• **Work to be completed**
Looking at each line of the data below, tally those that contain the word "further" and give only the total.

++++++++

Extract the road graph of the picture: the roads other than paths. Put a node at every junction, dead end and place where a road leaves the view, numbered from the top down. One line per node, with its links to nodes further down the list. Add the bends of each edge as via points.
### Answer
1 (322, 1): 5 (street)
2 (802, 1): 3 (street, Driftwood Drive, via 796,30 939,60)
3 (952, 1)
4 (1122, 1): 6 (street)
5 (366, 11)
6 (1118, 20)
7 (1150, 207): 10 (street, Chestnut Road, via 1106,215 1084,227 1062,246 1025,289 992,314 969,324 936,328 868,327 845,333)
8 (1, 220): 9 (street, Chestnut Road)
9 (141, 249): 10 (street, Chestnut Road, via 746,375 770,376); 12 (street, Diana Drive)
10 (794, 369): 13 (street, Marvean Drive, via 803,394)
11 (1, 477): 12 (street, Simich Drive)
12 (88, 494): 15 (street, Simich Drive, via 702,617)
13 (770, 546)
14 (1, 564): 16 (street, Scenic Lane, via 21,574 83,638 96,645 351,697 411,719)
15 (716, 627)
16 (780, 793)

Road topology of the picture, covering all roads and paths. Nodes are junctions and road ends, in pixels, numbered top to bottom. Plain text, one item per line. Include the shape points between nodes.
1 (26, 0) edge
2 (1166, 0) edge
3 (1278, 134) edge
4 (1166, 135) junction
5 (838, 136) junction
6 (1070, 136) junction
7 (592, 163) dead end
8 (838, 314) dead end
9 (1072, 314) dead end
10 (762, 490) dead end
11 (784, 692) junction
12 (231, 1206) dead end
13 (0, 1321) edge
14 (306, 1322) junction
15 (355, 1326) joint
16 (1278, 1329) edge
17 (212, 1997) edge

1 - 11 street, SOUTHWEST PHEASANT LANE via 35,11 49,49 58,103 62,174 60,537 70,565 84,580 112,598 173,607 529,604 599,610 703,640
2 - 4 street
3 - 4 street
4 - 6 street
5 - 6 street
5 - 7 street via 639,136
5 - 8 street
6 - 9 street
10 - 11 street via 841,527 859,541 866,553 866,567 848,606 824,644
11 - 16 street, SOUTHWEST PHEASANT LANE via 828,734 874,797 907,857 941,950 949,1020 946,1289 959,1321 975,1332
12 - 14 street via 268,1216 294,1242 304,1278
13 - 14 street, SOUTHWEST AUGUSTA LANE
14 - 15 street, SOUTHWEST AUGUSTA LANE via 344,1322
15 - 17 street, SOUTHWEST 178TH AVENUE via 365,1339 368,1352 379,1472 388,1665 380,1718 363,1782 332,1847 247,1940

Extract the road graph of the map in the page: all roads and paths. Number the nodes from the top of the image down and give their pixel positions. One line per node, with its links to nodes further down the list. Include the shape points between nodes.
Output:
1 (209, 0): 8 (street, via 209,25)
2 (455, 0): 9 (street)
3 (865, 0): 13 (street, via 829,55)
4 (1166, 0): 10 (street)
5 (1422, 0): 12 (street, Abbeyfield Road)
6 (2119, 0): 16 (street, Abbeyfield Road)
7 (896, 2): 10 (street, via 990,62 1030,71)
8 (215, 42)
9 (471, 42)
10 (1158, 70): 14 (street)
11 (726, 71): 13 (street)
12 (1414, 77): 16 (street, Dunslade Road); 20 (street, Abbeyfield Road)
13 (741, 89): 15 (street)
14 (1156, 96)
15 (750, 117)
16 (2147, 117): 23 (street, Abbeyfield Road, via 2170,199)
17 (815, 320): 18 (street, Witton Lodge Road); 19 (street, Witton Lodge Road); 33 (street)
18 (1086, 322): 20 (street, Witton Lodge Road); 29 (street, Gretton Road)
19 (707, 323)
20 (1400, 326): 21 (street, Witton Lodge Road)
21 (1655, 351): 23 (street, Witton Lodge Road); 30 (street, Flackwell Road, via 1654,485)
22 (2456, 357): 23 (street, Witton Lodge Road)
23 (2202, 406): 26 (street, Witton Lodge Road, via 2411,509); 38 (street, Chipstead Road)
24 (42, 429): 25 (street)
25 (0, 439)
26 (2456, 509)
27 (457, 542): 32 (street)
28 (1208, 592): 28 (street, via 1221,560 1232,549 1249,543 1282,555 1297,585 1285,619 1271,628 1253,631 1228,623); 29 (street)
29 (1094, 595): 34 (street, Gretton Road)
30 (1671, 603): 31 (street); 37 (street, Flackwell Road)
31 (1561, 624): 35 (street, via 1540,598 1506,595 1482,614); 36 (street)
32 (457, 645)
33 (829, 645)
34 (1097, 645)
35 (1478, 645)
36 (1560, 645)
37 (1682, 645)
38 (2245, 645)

++++++++

• **Exercise result**
2